SÃO PAULO (faz parte) – Com as palavras carinhosas de sempre, porque alguém pagou e outro alguém recebeu, Red Bull e Sergio Pérez anunciaram hoje o divórcio. O contrato do mexicano ia até o fim de 2026, mas sua péssima temporada de 2024 tornou a situação insustentável. Pérez foi o único piloto das quatro grandes que não ganhou corrida. Liderou uma única volta (em Monza), contra 560 de seu companheiro Max Verstappen. Fez 152 pontos, diante de 437 do holandês. Subiu ao pódio apenas quatro vezes; Max, 14.
Pérez chegou à Red Bull em 2021 depois de um período frenético de troca de pilotos da equipe austríaca. Quarto colocado em 2020 pela Racing Point, estava credenciado para dar uma certa estabilidade ao time, para que as atenções pudessem ser dirigidas a Verstappen. E assim foi em 2021, 2022 e 2023. Foi quarto, terceiro e segundo colocado no Mundial de Pilotos nos três primeiros anos. Ganhou cinco corridas e fez três poles. Subiu ao pódio 25 vezes. Estava de bom tamanho.

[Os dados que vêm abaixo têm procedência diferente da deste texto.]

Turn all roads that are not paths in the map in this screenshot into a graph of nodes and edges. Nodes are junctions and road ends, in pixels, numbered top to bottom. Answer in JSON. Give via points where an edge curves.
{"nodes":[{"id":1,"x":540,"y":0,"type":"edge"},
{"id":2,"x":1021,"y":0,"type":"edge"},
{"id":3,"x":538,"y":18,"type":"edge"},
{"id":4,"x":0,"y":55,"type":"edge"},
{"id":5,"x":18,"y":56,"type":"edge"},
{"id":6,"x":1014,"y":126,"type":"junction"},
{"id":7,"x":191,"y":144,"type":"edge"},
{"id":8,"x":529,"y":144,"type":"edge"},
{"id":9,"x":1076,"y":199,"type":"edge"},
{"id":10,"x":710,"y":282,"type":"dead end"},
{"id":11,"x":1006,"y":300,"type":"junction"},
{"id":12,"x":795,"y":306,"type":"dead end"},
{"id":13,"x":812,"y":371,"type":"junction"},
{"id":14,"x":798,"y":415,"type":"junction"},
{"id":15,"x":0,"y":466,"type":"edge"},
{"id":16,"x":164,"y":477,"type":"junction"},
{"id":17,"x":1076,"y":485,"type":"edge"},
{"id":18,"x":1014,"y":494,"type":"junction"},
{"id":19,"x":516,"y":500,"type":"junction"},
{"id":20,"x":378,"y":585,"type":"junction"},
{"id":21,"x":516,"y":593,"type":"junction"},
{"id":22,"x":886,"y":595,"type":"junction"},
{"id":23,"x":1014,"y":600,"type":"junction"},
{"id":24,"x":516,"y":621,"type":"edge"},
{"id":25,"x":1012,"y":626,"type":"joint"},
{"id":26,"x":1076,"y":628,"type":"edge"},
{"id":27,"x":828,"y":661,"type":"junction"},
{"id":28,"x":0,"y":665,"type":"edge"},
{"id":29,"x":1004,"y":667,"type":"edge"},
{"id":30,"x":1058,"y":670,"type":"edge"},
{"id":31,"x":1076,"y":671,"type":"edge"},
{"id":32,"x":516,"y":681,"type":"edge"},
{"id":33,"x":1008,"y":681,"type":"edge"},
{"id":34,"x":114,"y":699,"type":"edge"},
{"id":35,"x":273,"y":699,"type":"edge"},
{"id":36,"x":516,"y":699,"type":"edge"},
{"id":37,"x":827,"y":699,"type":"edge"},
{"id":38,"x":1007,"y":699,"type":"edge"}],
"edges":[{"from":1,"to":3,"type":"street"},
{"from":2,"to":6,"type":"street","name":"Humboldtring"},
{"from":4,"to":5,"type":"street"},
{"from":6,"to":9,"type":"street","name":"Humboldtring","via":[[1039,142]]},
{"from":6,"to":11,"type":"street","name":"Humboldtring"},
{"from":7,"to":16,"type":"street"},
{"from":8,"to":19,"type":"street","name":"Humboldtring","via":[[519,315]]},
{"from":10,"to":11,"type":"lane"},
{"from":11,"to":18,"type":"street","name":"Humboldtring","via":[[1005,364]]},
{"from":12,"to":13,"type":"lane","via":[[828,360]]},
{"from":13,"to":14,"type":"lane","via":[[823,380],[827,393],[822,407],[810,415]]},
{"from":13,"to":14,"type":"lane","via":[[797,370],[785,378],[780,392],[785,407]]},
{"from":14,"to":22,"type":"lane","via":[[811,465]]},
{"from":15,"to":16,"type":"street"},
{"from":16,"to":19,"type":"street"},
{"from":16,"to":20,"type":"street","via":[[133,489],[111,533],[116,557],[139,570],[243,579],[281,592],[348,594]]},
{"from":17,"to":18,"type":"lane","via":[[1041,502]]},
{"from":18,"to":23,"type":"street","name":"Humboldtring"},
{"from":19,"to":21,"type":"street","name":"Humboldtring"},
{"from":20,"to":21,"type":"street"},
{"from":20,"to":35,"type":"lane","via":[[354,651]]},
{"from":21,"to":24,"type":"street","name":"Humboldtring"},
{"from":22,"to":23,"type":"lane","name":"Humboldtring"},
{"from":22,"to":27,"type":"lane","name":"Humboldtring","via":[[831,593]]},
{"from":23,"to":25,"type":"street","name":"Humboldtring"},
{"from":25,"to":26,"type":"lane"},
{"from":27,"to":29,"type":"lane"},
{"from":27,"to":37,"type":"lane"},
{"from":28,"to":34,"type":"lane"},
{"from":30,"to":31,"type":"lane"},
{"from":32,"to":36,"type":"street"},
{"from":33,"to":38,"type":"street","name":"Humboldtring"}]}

Mas neste ano foi um fracasso. Terminou o Mundial em oitavo. Levou para casa apenas quatro taças, a última delas em abril na China. Foi um bom companheiro enquanto Verstappen brilhava, sem grandes confusões e com algumas atuações interessantes. Suas cinco vitórias pelo time aconteceram em circuitos de rua. Ganhou até uma tímida alcunha de rei das pistas urbanas, mas a verdade é que nunca fez sombra para o parceiro. E nesta temporada pode-se dizer que a Red Bull deixou de lutar pelo título de construtores por causa de sua ineficácia. Virou equipe de um carro só.

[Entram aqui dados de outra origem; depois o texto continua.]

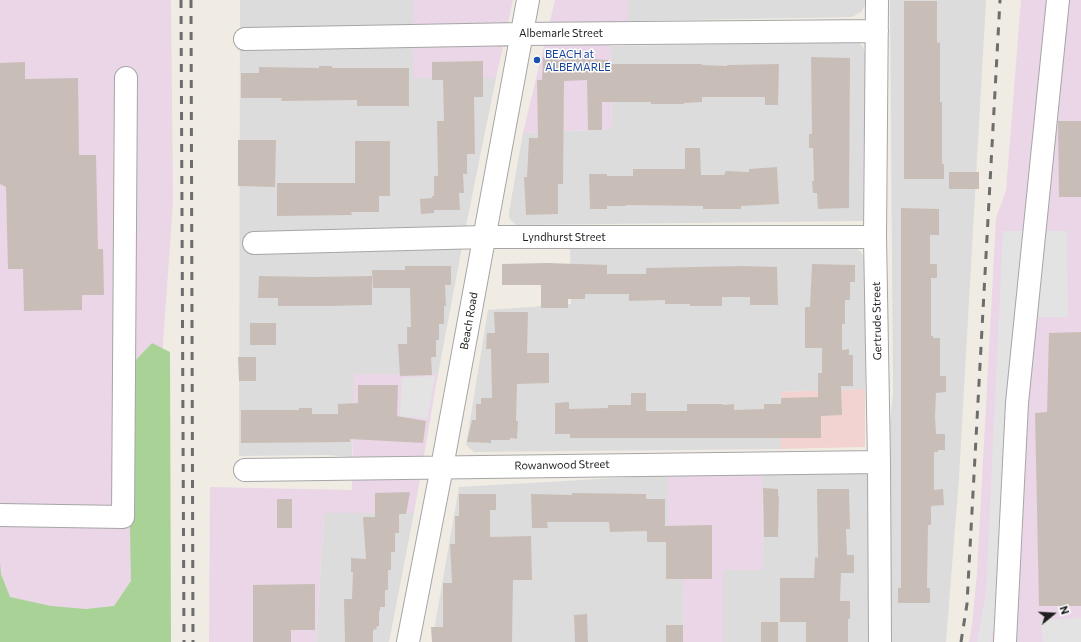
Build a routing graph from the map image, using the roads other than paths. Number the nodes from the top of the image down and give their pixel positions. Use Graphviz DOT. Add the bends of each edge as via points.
graph roads {
  1 [pos="528,0"];
  2 [pos="877,0"];
  3 [pos="1058,0"];
  4 [pos="877,32"];
  5 [pos="521,34"];
  6 [pos="245,39"];
  7 [pos="126,78"];
  8 [pos="484,237"];
  9 [pos="875,237"];
  10 [pos="254,243"];
  11 [pos="879,462"];
  12 [pos="442,467"];
  13 [pos="245,470"];
  14 [pos="0,515"];
  15 [pos="408,642"];
  16 [pos="880,642"];
  17 [pos="1005,642"];
  1 -- 5 [label="street, Beach Road"];
  2 -- 4 [label="street, Gertrude Street"];
  3 -- 17 [label="street" via="1017,403"];
  4 -- 5 [label="street, Albemarle Street"];
  4 -- 9 [label="street, Gertrude Street"];
  5 -- 6 [label="street, Albemarle Street"];
  5 -- 8 [label="street, Beach Road"];
  7 -- 14 [label="street" via="123,517"];
  8 -- 9 [label="street, Lyndhurst Street"];
  8 -- 10 [label="street, Lyndhurst Street"];
  8 -- 12 [label="street, Beach Road"];
  9 -- 11 [label="street, Gertrude Street"];
  11 -- 12 [label="street, Rowanwood Street"];
  11 -- 16 [label="street, Gertrude Street"];
  12 -- 13 [label="street, Rowanwood Street"];
  12 -- 15 [label="street, Beach Road"];
}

Se continuasse como estava até 2023, Checo ficaria. Mas 2024 foi abaixo da crítica. Várias vezes ficou no Q1, envolveu-se em muitos acidentes, foi o piloto que mais prejuízo causou a uma equipe no ano, com despesas de mais de US$ 5 milhões para consertar seu carro batido em pelo menos cinco pancadas consideráveis.
Pérez leva com ele seus patrocinadores mexicanos. Custava pouco ou quase nada para a Red Bull, já que seus salários vinham desses apoiadores. Não se sabe qual será seu futuro. Creio que para de correr. Mas pode ser que abra negociações com a futura Cadillac. Na Red Bull, o substituto será Liam Lawson, salvo alguma grande surpresa. Na filial Racing Bulls, é provável que Isack Hadjar seja promovido. Eu já disse: tentaria Colapinto. Mas a gente sabe como são as coisas nas hostes de Horner & Marko.
Dizer que a F-1 vai sentir saudades de Pérez seria um exagero. Mas ranqueá-lo como uma porcaria de piloto, também. Ele foi, neste ano. Mas quem fica 14 anos na F-1 não pode ser considerado ruim. Tem um currículo respeitável de 281 GPs, seis vitórias, 39 pódios, três poles e 12 voltas mais rápidas. Sua maior vitória foi a do GP do Sakhir em 2020 com a Racing Point, ex-Force India, depois de cair para a última colocação no início da prova. Uma façanha e tanto. Foram dois anos na Sauber (2011 e 2012), um na McLaren (2013) e sete na Force India (Racing Point a partir de 2019) antes de desembarcar na turma dos energéticos.
Eu diria que cumpriu sua missão. Se permanecer, numa possível transação com a Cadillac para 2026, vai virar um morto-vivo como Ricciardo, Bottas, Magnussen e tantos outros. O tempo passa para todo mundo. Pérez faz 35 anos em janeiro. Pode muito bem buscar outros caminhos se quiser continuar correndo.
Ou, então, que vá para casa curtir a família.